Nick Hagen for The New York Times

Roxbury, Conn., Nov. 21. Stephen Sondheim, the driving force behind some of Broadway’s most beloved shows, at home a few days before he died at 91. He was the theater’s most influential composer-lyricist of the second half of the 20th century.


Daniel Dorsa for The New York Times

“I photographed him in a big chair in a room that was like an auxiliary living room. I wanted something intimate, with him leaning back or lying down, because you’re vulnerable in that position. It feels personal.”

— Daniel Dorsa

Manhattan, Nov. 28. Tributes celebrating the life of Stephen Sondheim poured in after the death of the revered songwriter. Broadway actors performed “Sunday,” from “Sunday in the Park With George,” in Times Square.

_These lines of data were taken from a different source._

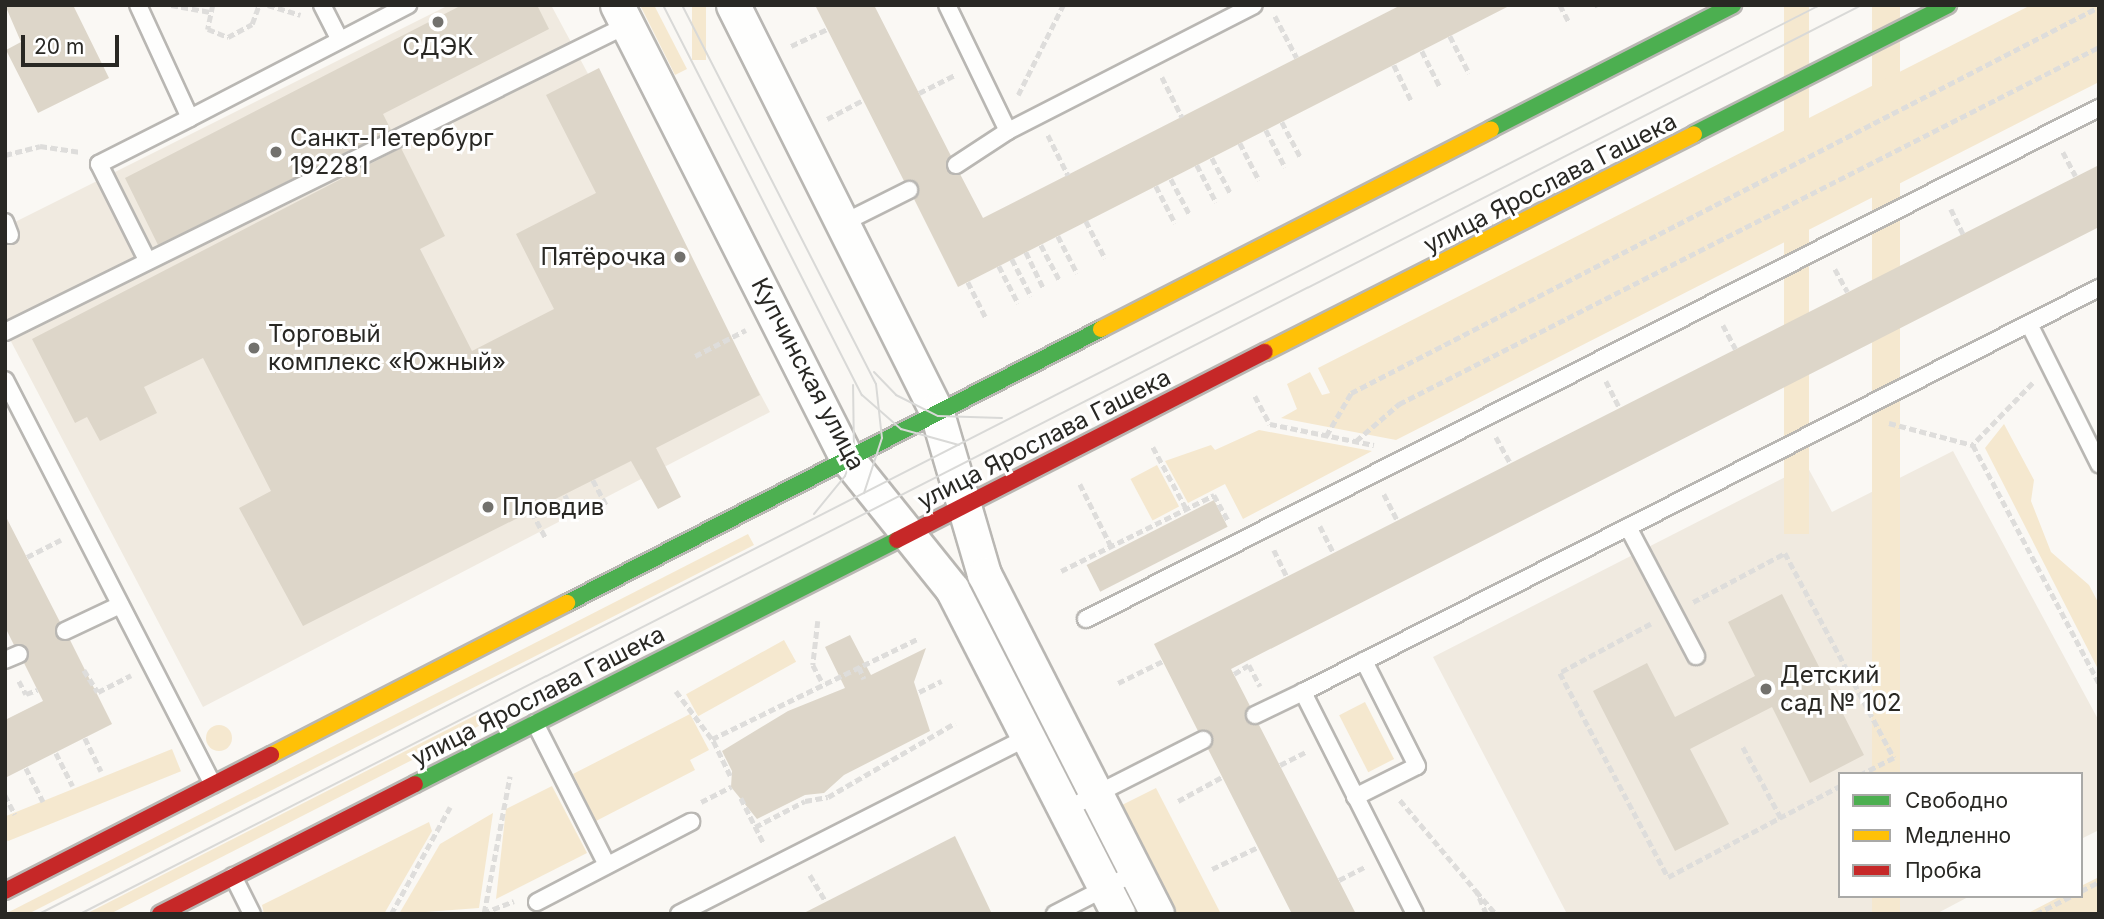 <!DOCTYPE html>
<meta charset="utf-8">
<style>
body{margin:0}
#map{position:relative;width:2104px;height:919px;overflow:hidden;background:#faf8f4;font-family:Inter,sans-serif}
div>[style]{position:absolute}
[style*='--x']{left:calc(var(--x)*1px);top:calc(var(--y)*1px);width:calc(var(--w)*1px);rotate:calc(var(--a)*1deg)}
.built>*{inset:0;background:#f0eae0}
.green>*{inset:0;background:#f5e8cf;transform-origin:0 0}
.round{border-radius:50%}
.building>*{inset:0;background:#ddd6c9;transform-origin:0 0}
.path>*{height:4.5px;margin-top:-2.25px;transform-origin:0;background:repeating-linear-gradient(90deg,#dedddb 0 7px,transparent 0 10.5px)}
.roads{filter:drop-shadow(2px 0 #b9b7b3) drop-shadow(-2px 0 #b9b7b3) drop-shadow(0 2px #b9b7b3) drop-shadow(0 -2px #b9b7b3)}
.lane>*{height:16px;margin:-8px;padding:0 8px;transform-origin:8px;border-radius:8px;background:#fefefd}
.street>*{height:33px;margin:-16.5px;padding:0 16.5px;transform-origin:16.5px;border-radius:16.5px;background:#fefefd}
.fast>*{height:16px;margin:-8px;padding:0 8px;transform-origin:8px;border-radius:8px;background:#4caf50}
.slow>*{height:16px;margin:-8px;padding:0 8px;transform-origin:8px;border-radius:8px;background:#ffc107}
.jam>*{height:16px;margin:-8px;padding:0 8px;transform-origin:8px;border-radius:8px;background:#c62828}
.tram>*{height:2px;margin:-1px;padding:0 1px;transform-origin:1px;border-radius:1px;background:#d9d9d7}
.dots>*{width:19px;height:19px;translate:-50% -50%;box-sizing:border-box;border:4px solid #fff;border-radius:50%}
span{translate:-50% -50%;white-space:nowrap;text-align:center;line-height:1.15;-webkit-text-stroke:6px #fff;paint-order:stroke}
.poi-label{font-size:24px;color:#292824}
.left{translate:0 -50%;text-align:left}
.right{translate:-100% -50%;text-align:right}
.street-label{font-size:24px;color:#292824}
.frame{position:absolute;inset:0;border:7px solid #292824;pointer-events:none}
.legend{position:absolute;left:1838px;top:772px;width:245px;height:126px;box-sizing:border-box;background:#fff;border:2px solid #a9a9a7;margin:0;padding:9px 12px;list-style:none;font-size:21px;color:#292824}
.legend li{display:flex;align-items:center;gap:14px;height:35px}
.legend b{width:35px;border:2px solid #a9a9a7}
.scale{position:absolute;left:21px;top:35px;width:98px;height:32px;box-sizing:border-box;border:4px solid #292824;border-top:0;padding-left:9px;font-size:21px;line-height:24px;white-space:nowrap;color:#292824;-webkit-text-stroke:5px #fff;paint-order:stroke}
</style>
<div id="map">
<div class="built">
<i style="clip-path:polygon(449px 5px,551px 5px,770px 412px,203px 707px,5px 330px,5px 227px)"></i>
<i style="clip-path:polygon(1953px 451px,2099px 721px,2099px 830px,2081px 839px,2081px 774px,1840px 774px,1840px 896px,1970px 896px,1936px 914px,1567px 914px,1433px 657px,1807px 466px,1832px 512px)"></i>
</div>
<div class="green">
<i style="clip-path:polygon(640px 5px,654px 5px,687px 69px,675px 75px)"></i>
<i style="left:692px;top:5px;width:14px;height:55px"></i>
<i style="left:1784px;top:5px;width:25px;height:529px"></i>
<i style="left:1872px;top:5px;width:28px;height:908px"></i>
<i style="clip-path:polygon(2031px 5px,2099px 5px,2099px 82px,1396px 440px,1281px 418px,1297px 409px,1287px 384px,1310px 372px,1322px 395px,1330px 393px,1318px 368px)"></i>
<i style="clip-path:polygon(2004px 424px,2034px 480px,2031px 501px,2051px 552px,2089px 585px,2099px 604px,2099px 671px,1985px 448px)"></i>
<i style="clip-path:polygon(1259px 430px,1372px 451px,1243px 519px,1225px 484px,1188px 503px,1165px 461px,1211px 445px,1215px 450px)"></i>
<i style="left:1157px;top:465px;width:47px;height:30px;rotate:62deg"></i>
<i style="clip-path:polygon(748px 534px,754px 545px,28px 914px,5px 914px)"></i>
<i style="left:784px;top:640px;width:25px;height:112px;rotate:61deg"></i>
<i style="left:1365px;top:702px;width:64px;height:29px;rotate:63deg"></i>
<i style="left:486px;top:710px;width:11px;height:448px;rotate:63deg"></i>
<i style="clip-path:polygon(690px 714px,709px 750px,690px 760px,695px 770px,596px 821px,573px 774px)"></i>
<i class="round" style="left:206px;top:725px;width:26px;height:26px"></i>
<i style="left:172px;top:749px;width:24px;height:187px;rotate:68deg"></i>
<i style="clip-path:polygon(552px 786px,587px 853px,496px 899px,506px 809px)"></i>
<i style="clip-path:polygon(1156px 788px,1221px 914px,1176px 914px,1120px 806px)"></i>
<i style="clip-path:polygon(493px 813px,479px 908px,399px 914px,440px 844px)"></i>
<i style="clip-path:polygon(429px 822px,432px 831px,384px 914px,264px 914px,262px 905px)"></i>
<i style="clip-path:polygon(2099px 877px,2099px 914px,2026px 914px,2061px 896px,2081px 896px,2081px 886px)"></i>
</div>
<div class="building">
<i style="clip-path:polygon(5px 5px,73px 5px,109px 78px,38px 113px,6px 50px,21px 42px)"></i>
<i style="clip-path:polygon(462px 5px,537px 5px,549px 29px,383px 114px,391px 130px,158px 245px,125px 178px)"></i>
<i style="clip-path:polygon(815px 5px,874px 5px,951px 156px,947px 170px,960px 174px,983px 218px,1401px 5px,1511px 5px,958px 287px,914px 199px,918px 185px,904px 181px)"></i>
<i style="clip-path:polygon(599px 68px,760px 395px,656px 448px,681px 497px,658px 509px,631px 461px,303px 626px,239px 508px,271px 491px,203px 358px,144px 387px,157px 413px,100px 441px,87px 417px,75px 423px,32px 339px,401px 148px,445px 236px,420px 249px,472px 351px,554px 309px,516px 234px,596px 193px,546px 95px)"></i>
<i style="clip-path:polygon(2099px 165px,2099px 227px,1231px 669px,1250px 706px,1246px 720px,1259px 725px,1356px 914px,1292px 914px,1208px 749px,1212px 735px,1198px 731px,1154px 644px)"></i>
<i style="left:1214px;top:500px;width:30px;height:143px;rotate:63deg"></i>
<i style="clip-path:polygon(5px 515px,60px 622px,56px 636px,70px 640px,112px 724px,5px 778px,5px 720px,43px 701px,24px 663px,28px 649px,14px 645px,5px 627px)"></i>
<i style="clip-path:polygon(1782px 594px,1864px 755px,1810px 783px,1772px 707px,1690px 749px,1729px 824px,1675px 851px,1593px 691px,1647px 663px,1675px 717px,1755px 676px,1728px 622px)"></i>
<i style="clip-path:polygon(850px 635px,871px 675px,926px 648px,914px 682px,930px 731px,844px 775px,824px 793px,805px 795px,757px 819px,731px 787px,732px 771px,722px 751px,788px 711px,845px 688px,825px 647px)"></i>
<i style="clip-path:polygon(955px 836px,992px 914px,802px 914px)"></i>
</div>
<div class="path">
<i style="--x:171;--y:5;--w:40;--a:10"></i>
<i style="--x:213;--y:5;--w:25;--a:102"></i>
<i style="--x:208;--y:29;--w:22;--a:22"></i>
<i style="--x:228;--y:37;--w:27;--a:-28"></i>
<i style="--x:252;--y:24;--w:20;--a:-70"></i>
<i style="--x:268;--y:5;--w:34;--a:17"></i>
<i style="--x:1560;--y:5;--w:19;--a:62"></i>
<i style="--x:1597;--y:5;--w:2;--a:63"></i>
<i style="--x:1275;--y:16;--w:47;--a:62.4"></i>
<i style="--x:1450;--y:36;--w:42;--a:62.8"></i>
<i style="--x:791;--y:46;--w:40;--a:-25"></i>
<i style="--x:1422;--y:51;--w:40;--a:63.4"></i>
<i style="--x:1394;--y:65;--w:41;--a:64.1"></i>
<i style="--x:1162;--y:77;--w:45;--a:63.4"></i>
<i style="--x:919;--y:93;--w:40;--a:-26.6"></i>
<i style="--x:1018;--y:95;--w:101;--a:-63.4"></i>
<i style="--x:827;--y:119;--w:41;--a:-27.8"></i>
<i style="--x:1282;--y:122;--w:41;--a:62.2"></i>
<i style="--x:1266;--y:130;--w:42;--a:62.8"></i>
<i style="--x:1048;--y:135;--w:45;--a:63.4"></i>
<i style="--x:1240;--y:143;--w:42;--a:62.8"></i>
<i style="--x:2063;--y:152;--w:27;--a:62"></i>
<i style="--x:5;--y:155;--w:36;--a:-14"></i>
<i style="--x:40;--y:146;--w:41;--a:8.3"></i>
<i style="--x:1212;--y:158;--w:41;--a:62.2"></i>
<i style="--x:1197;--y:165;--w:42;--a:62.8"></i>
<i style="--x:1171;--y:179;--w:41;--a:62.2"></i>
<i style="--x:1156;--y:186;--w:42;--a:62.8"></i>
<i style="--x:1951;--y:209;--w:28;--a:64"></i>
<i style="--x:1086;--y:221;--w:42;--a:62.8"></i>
<i style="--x:1058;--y:236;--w:42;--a:62.8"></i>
<i style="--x:1041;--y:245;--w:41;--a:62.2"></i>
<i style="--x:1026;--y:252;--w:41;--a:64.1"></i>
<i style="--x:1012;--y:259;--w:42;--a:62.8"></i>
<i style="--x:999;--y:266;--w:42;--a:62.8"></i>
<i style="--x:1835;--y:269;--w:26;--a:61"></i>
<i style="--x:968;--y:282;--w:40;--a:63.4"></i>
<i style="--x:1723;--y:325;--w:27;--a:62"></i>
<i style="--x:695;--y:356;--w:57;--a:-27"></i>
<i style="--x:1606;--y:381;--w:30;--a:63"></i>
<i style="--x:2033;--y:383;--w:86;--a:134.1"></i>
<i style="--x:1973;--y:445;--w:269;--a:62.1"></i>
<i style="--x:1255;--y:396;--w:32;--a:62"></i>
<i style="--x:1270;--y:424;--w:106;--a:11.4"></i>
<i style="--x:1889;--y:423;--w:87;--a:14.7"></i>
<i style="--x:1326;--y:436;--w:50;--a:-59.8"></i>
<i style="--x:1351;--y:393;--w:842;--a:-27.3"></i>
<i style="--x:1496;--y:437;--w:31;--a:61"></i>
<i style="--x:1356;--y:441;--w:57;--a:-40.7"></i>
<i style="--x:1399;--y:404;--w:786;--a:-27.02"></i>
<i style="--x:1153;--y:447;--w:69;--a:61.6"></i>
<i style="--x:593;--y:480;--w:30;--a:62"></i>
<i style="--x:1080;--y:484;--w:69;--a:63.4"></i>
<i style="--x:1384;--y:494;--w:30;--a:63"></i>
<i style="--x:565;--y:495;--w:29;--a:63"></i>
<i style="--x:532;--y:512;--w:30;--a:62"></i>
<i style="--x:1320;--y:526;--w:30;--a:63"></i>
<i style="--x:1274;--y:550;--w:30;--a:64"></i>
<i style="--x:27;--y:557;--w:38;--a:-27"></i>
<i style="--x:1061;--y:571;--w:171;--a:-26.4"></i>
<i style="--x:1214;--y:495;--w:31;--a:61"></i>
<i style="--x:1693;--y:602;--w:104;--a:-28"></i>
<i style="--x:1785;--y:553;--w:232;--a:62"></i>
<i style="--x:1894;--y:758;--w:35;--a:153"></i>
<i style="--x:818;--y:621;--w:44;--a:96.5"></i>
<i style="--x:813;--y:665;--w:21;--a:62"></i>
<i style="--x:1651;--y:624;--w:103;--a:151.7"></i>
<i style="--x:1560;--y:673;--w:231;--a:62.1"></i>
<i style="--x:1668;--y:877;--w:195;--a:-27.9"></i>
<i style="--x:859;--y:667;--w:13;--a:67"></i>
<i style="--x:84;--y:670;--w:26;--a:58"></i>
<i style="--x:98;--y:692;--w:37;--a:-27"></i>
<i style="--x:1234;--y:674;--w:17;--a:-31"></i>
<i style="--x:1249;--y:665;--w:24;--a:62"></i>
<i style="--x:19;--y:681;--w:15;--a:62"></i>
<i style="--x:26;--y:694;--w:12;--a:-20"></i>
<i style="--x:1118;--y:683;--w:50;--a:-26.1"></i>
<i style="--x:676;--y:691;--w:60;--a:53.1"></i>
<i style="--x:919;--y:692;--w:25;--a:-26"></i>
<i style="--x:85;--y:738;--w:37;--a:64"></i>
<i style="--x:1743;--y:747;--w:81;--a:61.8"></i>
<i style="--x:56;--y:753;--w:37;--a:63"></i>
<i style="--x:1280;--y:765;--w:30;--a:-27"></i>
<i style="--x:26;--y:768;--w:38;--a:63"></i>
<i style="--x:730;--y:776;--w:41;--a:-115.9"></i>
<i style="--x:712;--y:739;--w:230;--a:-26"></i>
<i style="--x:5;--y:795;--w:22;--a:63"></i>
<i style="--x:741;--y:798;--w:51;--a:63.4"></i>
<i style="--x:1400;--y:800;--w:119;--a:50.1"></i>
<i style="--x:1178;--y:801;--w:50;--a:-28.6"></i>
<i style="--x:701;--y:802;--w:34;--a:-27"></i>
<i style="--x:755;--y:827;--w:56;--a:-27.5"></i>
<i style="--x:805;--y:801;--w:23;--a:-10"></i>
<i style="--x:828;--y:797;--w:147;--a:-30.2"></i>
<i style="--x:1212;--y:869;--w:51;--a:-25.6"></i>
<i style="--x:810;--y:875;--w:31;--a:59"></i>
<i style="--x:1339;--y:880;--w:30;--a:-27"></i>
<i style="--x:2081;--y:891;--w:20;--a:-27"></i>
<i style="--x:483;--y:913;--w:33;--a:-21"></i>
<i style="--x:484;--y:913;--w:139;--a:-79.3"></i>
<i style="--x:391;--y:914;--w:122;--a:-61.1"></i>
<i style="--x:1486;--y:914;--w:25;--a:-113"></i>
<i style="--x:1476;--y:891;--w:30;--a:49"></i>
<i style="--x:2036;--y:914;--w:39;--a:-27"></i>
</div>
<div class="roads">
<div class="lane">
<i style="--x:138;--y:5;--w:124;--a:65.3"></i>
<i style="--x:190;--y:118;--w:102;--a:153.2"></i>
<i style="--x:99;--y:164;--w:105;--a:63.4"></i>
<i style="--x:322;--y:5;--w:39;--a:63"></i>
<i style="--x:947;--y:5;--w:140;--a:64.2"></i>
<i style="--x:190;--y:118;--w:246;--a:-27.4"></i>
<i style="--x:956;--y:165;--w:62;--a:-33.2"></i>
<i style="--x:1008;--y:131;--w:276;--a:-27.1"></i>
<i style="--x:5;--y:222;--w:14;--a:69"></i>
<i style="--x:843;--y:223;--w:74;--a:-26.6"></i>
<i style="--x:2029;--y:324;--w:157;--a:63.4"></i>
<i style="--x:5;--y:332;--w:694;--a:-26.27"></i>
<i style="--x:5;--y:380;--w:455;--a:62.8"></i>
<i style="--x:1628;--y:527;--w:146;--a:62.2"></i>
<i style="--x:1086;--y:619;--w:1135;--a:-26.77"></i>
<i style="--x:65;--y:631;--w:61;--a:-25.3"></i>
<i style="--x:5;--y:660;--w:15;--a:-23"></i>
<i style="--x:1255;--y:715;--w:53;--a:-25.6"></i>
<i style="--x:535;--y:723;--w:159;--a:63.1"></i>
<i style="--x:1355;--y:797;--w:69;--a:-26.6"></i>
<i style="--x:1417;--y:766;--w:118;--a:-116.8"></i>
<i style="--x:1065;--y:810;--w:155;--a:-26.9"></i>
<i style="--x:233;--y:876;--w:42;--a:63.4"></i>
<i style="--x:537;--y:902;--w:174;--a:-27.5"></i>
<i style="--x:679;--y:914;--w:394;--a:-26.9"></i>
<i style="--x:1055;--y:914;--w:91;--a:-27.4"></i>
<i style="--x:1415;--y:914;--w:249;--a:-116.8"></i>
<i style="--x:1303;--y:692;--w:893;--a:-26.91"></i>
</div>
<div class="street">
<i style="--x:617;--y:5;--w:507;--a:63.13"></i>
<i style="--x:846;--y:457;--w:169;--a:51.2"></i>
<i style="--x:952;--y:589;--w:365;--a:62.9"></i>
<i style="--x:733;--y:5;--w:453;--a:63.4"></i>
<i style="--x:936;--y:410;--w:171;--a:73.7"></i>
<i style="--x:984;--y:574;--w:381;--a:63"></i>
</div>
<div class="fast">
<i style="--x:1491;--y:129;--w:272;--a:-27.1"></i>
<i style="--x:1694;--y:134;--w:285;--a:-26.9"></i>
<i style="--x:567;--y:603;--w:600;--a:-27.16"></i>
<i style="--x:415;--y:784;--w:540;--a:-26.85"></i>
</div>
<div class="slow">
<i style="--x:1101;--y:329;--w:438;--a:-27.1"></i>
<i style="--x:1265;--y:352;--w:481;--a:-26.9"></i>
<i style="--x:271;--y:755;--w:333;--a:-27.2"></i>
</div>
<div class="jam">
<i style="--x:897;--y:540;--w:413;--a:-27.1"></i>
<i style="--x:5;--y:891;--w:299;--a:-27.1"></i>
<i style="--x:160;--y:914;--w:286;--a:-27"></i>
</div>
</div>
<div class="tram">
<i style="--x:663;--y:5;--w:438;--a:63"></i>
<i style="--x:862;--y:395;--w:52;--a:41.1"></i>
<i style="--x:901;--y:429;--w:60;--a:15.4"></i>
<i style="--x:682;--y:5;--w:426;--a:62.9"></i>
<i style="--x:876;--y:384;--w:54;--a:83.7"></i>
<i style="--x:882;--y:438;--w:58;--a:108.1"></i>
<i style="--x:874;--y:372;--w:32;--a:46"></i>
<i style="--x:896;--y:395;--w:47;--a:26.6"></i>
<i style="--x:938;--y:416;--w:64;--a:1.8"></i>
<i style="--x:814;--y:514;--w:49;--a:-50.8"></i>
<i style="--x:845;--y:476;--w:25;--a:-69"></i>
<i style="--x:854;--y:453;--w:68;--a:-90.8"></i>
<i style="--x:39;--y:914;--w:2000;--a:-27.04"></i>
<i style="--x:80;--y:914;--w:2000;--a:-27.03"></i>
</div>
<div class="dots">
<i style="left:438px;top:22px;background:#72716d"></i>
<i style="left:276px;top:152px;background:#72716d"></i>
<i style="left:680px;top:257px;background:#72716d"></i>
<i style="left:254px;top:348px;background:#72716d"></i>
<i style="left:488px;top:507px;background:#72716d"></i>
<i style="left:1766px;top:689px;background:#72716d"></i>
</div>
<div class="poi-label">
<span style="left:438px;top:47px">СДЭК</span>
<span class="left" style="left:290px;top:152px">Санкт-Петербург<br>192281</span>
<span class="right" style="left:666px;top:257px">Пятёрочка</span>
<span class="left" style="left:268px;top:348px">Торговый<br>комплекс «Южный»</span>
<span class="left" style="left:502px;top:507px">Пловдив</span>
<span class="left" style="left:1780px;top:689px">Детский<br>сад № 102</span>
</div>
<div class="street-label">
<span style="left:1550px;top:183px;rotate:-27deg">улица Ярослава Гашека</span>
<span style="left:808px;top:374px;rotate:62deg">Купчинская улица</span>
<span style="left:1044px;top:439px;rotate:-27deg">улица Ярослава Гашека</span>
<span style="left:538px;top:696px;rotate:-27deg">улица Ярослава Гашека</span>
</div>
<div class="frame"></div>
<ul class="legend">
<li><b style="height:9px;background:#4caf50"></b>Свободно</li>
<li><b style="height:9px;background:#ffc107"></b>Медленно</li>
<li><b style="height:9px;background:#c62828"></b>Пробка</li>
</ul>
<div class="scale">20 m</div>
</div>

Jeenah Moon for The New York Times

Flathead Reservation, Mont., Nov. 25. Michael Irvine hunts with his son Michael and grandson Andrew. The Irvines, members of the Confederated Salish and Kootenai Tribes, hunt each year on Thanksgiving and meet for a meal, but do not celebrate the history of the holiday.


Tailyr Irvine for The New York Times

“Every Thanksgiving my family goes for a hunt. That’s my father, my brother and my nephew. We were hunting for white-tailed bucks on the Flathead Reservation where I grew up. We are Salish and Kootenai. We’re not gathering because of the pilgrims. We’re gathering in spite of them.”

— Tailyr Irvine

Manhattan, Nov. 25. Tamona Skinner, 5, at the Macy’s Thanksgiving Day Parade, which returned with all its helium-filled pomp and corporate-branded holiday cheer. Last year, the event was downsized drastically and had no spectators.


Anna Watts for The New York Times

Hondzonot, Mexico, Nov. 13. The Little Devils softball team, or Las Diablillas, a group of Indigenous women who play barefoot and wear traditional Mayan dresses, have helped upend sports culture in the Yucatán Peninsula. 


Marian Carrasquero for The New York Times

Manhattan, Nov. 18. After the United States reopened its borders on Nov. 8 to vaccinated foreign travelers for the first time in 18 months, international tourists began trickling back to New York, including to Times Square. 


Gabby Jones for The New York Times

Dawson Springs, Ky., Dec. 13. A storm system that spawned multiple tornadoes, including one that flattened most of this small town, killed dozens of people across five states and left a deep scar of devastation.


William Widmer for The New York Times

Avdiivka, Ukraine, Dec. 1. Members of the Ukrainian military’s 25th Airborne Brigade on the front lines. After eight years in the trenches,  soldiers were resigned to the possibility that the Russian military, which dwarfs their own in power and wealth, would soon come.


Brendan Hoffman for The New York Times

Kabul, Afghanistan, Dec. 4. Children flew homemade kites on a hillside graveyard. The first Taliban government had banned kite flying, and Afghans feared that the pastime and other activities would be outlawed again.